* **Task objective**: Find every line below that contains the word "MILNER" and copy it out.
------ Data in this exercise
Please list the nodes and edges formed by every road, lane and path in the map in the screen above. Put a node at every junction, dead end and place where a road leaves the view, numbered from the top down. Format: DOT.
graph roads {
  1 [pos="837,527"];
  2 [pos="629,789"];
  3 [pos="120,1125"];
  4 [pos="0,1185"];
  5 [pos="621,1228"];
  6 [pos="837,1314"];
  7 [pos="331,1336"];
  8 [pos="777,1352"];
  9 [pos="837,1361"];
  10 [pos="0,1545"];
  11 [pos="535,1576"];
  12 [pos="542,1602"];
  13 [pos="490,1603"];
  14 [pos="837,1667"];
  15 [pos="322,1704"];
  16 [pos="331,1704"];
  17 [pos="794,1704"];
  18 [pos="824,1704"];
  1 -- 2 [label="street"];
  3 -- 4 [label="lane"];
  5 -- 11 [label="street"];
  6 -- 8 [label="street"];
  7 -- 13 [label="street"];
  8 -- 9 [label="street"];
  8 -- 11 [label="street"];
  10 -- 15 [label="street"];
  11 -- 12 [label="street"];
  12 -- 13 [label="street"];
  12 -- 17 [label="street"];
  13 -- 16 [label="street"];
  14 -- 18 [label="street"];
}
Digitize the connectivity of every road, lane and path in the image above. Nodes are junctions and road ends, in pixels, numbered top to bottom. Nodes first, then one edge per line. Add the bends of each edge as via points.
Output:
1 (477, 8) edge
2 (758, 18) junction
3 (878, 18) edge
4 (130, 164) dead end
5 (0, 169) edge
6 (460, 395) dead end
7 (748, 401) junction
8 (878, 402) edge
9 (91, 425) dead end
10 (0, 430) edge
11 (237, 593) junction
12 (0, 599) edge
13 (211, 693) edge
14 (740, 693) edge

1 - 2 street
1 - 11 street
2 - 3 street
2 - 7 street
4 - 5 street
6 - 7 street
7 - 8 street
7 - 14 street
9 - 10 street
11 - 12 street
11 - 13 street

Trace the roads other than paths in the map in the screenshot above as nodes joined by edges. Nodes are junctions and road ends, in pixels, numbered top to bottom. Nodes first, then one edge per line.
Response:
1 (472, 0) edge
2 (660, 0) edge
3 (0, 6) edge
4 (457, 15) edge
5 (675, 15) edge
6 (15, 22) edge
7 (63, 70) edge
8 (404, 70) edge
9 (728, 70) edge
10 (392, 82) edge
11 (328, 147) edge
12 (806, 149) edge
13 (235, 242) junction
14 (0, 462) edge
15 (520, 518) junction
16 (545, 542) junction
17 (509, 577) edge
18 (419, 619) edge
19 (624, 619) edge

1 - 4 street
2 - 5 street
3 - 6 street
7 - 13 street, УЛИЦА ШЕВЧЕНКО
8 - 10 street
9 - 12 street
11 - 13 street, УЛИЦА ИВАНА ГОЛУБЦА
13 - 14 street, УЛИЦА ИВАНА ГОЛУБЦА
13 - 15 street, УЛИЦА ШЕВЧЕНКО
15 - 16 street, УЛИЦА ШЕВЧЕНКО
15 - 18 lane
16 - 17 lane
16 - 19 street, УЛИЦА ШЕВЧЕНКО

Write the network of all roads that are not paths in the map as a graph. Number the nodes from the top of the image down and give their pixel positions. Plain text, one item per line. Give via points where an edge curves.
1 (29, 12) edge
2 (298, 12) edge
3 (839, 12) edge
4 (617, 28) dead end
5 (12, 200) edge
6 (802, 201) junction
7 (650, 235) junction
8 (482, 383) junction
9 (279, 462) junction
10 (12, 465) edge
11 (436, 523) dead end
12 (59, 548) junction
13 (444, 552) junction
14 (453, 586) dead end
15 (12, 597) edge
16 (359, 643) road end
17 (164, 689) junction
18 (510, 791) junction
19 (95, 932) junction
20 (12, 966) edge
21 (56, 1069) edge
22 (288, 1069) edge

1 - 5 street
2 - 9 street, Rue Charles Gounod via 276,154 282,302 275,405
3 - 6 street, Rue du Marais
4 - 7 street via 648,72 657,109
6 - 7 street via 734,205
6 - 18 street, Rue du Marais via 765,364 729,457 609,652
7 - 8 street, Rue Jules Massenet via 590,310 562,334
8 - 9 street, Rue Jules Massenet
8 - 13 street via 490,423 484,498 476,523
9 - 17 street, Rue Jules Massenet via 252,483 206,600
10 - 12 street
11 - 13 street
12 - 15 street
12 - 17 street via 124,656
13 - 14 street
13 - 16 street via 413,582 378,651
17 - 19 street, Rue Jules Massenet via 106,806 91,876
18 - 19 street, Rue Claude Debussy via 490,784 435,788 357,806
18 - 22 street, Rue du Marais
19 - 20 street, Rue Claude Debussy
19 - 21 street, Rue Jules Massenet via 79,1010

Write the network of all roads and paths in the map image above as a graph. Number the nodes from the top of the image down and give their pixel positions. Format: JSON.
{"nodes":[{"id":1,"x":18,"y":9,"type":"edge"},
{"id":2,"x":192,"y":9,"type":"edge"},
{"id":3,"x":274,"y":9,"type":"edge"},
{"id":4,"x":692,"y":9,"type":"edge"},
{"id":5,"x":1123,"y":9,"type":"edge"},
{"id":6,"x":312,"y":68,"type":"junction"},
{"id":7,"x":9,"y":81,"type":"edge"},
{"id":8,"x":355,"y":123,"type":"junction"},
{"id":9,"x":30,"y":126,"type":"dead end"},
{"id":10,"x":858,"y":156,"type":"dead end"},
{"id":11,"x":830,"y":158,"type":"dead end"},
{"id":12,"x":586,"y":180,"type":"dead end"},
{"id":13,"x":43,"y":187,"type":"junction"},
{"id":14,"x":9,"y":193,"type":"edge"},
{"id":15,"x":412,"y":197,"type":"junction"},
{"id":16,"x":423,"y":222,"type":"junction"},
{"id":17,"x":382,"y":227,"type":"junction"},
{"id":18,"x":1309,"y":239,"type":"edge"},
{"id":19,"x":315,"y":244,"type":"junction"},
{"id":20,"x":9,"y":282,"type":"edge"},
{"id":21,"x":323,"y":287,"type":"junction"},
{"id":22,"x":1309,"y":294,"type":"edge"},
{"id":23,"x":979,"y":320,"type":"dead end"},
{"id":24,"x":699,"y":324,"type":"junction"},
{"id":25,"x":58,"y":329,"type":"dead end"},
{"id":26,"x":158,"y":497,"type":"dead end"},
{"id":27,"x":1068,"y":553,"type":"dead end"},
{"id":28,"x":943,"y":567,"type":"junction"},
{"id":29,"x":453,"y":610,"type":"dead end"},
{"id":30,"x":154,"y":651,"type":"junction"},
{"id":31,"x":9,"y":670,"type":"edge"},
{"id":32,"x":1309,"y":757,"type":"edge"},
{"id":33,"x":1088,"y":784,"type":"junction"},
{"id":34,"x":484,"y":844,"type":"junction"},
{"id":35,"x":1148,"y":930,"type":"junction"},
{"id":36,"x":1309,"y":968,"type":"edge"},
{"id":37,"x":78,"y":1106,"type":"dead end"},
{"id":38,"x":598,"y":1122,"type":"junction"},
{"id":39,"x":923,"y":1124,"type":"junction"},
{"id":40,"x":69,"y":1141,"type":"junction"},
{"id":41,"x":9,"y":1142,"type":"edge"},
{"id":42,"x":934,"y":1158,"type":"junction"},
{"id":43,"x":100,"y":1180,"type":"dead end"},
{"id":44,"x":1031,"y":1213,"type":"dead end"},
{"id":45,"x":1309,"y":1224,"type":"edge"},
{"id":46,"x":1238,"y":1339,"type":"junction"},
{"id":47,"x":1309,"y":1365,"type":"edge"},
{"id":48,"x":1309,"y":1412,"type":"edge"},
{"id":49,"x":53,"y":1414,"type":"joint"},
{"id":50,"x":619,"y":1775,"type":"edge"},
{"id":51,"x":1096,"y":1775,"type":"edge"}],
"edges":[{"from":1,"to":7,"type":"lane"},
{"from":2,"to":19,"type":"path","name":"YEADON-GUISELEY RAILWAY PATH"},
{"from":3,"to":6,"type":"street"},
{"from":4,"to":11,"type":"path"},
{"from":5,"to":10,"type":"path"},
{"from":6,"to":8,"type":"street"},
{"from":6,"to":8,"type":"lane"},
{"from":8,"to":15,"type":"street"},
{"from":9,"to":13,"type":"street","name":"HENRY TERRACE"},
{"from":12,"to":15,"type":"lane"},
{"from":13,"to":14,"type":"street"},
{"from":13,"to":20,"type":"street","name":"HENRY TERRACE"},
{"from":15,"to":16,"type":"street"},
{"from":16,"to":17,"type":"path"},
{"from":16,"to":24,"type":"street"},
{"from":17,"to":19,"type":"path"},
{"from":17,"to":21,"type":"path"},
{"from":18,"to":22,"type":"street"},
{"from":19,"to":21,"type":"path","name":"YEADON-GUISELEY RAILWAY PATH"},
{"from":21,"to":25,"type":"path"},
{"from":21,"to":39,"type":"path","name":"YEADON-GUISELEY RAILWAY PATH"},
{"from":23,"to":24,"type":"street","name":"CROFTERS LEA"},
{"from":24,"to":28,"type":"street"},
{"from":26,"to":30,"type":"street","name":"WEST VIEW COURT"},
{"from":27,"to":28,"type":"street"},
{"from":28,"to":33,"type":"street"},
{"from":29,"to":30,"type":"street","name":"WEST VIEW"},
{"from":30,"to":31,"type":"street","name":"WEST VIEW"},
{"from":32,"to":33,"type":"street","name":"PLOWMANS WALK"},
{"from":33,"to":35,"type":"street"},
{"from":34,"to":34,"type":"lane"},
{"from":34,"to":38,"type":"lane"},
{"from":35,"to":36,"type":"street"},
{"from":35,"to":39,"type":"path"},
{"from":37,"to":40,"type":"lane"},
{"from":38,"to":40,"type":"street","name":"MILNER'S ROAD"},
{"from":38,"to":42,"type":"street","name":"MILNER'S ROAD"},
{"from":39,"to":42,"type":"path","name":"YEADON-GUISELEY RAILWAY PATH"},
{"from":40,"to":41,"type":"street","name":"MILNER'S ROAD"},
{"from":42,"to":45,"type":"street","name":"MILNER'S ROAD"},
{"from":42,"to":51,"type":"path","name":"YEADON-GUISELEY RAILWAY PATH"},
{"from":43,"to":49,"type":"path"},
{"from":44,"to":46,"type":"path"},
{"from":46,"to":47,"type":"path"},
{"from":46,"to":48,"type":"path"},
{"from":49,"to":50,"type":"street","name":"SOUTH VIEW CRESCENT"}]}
------------
* **Solution to this problem**:
{"from":38,"to":40,"type":"street","name":"MILNER'S ROAD"},
{"from":38,"to":42,"type":"street","name":"MILNER'S ROAD"},
{"from":40,"to":41,"type":"street","name":"MILNER'S ROAD"},
{"from":42,"to":45,"type":"street","name":"MILNER'S ROAD"},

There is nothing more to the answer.